The Lagrange Polynomial

Theorem

If \(x_0,\ldots,x_n\) distinct and \(f\) given at these numbers, a unique polynomial \(P(x)\) of degree \(\le n\) exists with \[ \begin{aligned} f(x_k)=P(x_k),\qquad\text{for each }k=0,1,\ldots,n \end{aligned} \] The polynomial is \[ \begin{aligned} P(x) = f(x_0) L_{n,0}(x)+\ldots+f(x_n)L_{n,n}(x) = \sum_{k=0}^n f(x_k) L_{n,k}(x) \end{aligned} \] where \[ \begin{aligned} L_{n,k}(x)&=\frac{(x-x_0)(x-x_1)\cdots(x-x_{k-1})(x-x_{k+1})\cdots(x-x_n)} {(x_k-x_0)(x_k-x_1)\cdots(x_k-x_{k-1})(x_k-x_{k+1})\cdots(x_k-x_n)} \\ &= \prod_{i\ne k} \frac{(x-x_i)}{(x_k-x_i)} \end{aligned} \]

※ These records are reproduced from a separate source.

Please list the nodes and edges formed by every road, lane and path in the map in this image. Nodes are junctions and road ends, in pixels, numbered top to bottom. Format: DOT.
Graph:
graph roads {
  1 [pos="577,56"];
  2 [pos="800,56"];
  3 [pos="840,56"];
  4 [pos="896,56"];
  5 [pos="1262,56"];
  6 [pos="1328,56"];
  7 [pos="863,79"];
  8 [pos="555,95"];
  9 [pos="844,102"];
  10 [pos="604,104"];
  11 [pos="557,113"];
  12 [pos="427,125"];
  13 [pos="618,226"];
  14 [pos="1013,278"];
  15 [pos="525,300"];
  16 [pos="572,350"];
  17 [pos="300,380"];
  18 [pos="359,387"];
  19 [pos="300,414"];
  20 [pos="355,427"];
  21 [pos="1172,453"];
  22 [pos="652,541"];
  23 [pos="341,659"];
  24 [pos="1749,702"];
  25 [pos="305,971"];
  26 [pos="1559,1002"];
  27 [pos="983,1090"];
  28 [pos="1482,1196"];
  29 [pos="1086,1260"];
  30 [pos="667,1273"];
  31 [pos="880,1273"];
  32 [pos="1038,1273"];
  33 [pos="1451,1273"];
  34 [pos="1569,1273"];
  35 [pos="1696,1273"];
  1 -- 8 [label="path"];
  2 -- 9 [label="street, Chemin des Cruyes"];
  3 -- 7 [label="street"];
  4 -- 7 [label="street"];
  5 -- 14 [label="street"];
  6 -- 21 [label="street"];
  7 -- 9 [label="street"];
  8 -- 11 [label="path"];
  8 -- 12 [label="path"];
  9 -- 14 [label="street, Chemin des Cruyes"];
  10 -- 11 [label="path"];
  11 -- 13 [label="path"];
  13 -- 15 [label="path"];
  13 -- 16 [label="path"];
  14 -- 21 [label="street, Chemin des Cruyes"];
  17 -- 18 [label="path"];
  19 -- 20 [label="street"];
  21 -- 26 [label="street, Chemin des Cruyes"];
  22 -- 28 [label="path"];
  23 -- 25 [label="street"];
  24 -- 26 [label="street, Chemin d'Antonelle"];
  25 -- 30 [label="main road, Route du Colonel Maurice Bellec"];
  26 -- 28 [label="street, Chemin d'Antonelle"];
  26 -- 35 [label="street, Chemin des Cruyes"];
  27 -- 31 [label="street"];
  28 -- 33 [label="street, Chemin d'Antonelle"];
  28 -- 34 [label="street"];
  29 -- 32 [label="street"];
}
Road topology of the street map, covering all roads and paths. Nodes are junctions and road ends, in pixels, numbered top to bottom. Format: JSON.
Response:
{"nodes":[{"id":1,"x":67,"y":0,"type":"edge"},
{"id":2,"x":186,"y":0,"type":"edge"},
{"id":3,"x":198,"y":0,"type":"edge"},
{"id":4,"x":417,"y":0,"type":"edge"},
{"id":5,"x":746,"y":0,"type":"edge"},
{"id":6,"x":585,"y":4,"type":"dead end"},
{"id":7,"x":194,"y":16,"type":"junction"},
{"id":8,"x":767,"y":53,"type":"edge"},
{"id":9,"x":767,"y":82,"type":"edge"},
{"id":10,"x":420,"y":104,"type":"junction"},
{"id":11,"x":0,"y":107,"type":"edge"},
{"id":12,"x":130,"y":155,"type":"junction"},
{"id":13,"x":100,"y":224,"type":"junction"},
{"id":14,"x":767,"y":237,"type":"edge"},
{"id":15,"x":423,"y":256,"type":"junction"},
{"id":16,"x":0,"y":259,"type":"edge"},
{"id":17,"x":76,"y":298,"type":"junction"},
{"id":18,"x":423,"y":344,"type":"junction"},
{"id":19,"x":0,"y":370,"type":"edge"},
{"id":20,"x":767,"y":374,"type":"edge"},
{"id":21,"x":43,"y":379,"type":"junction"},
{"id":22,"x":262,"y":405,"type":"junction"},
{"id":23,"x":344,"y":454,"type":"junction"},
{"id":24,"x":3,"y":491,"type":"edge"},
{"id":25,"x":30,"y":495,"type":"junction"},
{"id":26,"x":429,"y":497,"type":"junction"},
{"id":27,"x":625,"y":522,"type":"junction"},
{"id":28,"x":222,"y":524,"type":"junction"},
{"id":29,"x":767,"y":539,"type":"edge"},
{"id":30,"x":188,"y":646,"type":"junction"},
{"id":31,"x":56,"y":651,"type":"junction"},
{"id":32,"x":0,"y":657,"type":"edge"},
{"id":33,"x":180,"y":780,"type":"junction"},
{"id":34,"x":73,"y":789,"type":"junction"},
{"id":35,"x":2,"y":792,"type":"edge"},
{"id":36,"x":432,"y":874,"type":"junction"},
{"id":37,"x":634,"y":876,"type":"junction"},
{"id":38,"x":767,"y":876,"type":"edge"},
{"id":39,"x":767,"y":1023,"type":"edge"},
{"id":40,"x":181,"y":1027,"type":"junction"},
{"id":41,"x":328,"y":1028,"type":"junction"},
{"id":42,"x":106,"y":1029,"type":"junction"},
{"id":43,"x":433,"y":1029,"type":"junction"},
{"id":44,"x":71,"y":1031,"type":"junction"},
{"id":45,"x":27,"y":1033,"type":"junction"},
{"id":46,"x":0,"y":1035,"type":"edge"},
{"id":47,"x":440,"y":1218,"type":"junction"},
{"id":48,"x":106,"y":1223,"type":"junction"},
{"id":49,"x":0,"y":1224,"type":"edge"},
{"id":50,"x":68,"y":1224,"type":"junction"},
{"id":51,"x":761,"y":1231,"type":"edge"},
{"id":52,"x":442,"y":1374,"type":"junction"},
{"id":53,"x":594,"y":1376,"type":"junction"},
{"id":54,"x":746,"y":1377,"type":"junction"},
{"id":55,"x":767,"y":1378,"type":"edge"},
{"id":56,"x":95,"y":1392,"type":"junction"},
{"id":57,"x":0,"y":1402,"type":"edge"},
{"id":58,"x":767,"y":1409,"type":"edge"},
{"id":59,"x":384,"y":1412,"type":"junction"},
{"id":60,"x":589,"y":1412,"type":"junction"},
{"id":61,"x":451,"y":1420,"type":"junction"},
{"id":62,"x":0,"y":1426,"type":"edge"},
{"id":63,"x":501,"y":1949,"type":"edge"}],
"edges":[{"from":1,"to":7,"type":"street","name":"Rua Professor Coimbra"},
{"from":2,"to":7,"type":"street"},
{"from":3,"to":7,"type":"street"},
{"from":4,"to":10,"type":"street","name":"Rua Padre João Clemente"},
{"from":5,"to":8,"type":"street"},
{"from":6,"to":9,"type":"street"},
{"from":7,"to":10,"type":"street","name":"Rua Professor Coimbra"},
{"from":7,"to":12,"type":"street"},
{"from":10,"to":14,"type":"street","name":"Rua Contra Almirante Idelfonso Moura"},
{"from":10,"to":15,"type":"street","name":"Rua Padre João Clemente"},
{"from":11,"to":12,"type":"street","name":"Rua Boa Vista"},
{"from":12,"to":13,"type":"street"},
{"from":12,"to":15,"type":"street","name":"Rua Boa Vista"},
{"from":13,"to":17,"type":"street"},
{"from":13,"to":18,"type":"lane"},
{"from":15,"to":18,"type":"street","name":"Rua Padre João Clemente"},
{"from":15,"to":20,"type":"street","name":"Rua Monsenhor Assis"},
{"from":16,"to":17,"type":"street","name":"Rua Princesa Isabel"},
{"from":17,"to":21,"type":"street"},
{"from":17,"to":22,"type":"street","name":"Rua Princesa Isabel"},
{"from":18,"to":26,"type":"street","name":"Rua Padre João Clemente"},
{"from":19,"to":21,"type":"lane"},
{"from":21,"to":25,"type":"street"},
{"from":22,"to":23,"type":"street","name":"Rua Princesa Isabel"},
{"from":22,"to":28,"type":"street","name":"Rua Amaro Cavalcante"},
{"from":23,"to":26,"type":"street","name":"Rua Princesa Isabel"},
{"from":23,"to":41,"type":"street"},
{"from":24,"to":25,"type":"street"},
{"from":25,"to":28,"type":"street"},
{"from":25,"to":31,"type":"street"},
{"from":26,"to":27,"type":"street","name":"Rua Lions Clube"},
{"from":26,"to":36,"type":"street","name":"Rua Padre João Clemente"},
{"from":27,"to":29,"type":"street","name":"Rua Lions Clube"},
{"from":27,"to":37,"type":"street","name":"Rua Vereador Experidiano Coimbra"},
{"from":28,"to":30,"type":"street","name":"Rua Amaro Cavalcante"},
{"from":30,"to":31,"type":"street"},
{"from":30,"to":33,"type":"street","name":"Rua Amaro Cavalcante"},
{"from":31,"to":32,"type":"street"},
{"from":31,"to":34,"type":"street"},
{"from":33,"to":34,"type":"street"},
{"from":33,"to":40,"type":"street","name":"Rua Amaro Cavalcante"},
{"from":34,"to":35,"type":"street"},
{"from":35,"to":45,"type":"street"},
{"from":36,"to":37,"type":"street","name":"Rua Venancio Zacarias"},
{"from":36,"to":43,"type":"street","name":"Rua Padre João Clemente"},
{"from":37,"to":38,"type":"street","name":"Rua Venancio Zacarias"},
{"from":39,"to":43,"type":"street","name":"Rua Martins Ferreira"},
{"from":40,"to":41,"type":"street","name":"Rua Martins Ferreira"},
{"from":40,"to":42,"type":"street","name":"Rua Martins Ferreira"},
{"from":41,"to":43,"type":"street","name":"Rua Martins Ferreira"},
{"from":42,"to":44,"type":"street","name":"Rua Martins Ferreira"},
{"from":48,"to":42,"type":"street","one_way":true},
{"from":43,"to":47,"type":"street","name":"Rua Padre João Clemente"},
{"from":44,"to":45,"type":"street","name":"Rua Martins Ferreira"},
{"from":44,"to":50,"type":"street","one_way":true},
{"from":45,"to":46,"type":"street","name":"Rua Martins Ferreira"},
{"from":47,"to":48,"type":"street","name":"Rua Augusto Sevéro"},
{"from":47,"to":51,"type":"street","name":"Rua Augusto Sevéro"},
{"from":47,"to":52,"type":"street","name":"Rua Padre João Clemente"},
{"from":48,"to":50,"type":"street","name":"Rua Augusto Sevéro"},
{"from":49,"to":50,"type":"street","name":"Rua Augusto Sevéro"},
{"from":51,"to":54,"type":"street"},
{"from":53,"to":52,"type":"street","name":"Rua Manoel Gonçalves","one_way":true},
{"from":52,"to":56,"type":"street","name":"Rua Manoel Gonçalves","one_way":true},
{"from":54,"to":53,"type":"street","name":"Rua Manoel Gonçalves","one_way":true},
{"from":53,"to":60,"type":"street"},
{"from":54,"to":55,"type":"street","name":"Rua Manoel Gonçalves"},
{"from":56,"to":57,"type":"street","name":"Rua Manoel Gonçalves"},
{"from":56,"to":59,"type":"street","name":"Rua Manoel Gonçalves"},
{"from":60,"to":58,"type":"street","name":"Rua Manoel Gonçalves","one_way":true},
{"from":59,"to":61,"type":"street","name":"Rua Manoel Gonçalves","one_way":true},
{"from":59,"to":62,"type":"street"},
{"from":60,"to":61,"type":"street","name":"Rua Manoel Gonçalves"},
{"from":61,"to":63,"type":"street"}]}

Lagrange Polynomial Error Term

Theorem

\(x_0,\ldots,x_n\) distinct in \([a,b]\), \(f\in C^{n+1}[a,b]\), then for \(x\in[a,b]\) there exists \(\xi(x)\) in \((a,b)\) with \[ \begin{aligned} f(x) = P(x) + \frac{f^{(n+1)}(\xi(x))}{(n+1)!}(x-x_0)(x-x_1)\cdots (x-x_n) \end{aligned} \] where \(P(x)\) is the interpolating polynomial.

Divided Differences

Divided Differences

• Write the \(n\)th Lagrange polynomial in the form \[ \begin{aligned} P_n(x) &= a_0 + a_1(x-x_0) + a_2(x-x_0)(x-x_1) + \\ & \ \ \cdots + a_n(x-x_0)(x-x_1)\cdots(x-x_{n-1}) \end{aligned} \]
• Introduce the \(k\)th divided difference \[ \begin{aligned} &f[x_{i},x_{i+1},\ldots,x_{i+k-1},x_{i+k}] = \\ &\ \ \ \ \ \frac{f[x_{i+1},x_{i+2},\ldots,x_{i+k}]-f[x_i,x_{i+1},\ldots,x_{i+k-1}]} {x_{i+k}-x_i} \end{aligned} \]
• The coefficients are then \(a_k=f[x_0,x_1,x_2,\ldots,x_k]\) and \[ \begin{aligned} P_n(x) = f[x_0]+\sum_{k=1}^n f[x_0,x_1,\ldots,x_k](x-x_0)\cdots(x-x_{k-1}) \end{aligned} \]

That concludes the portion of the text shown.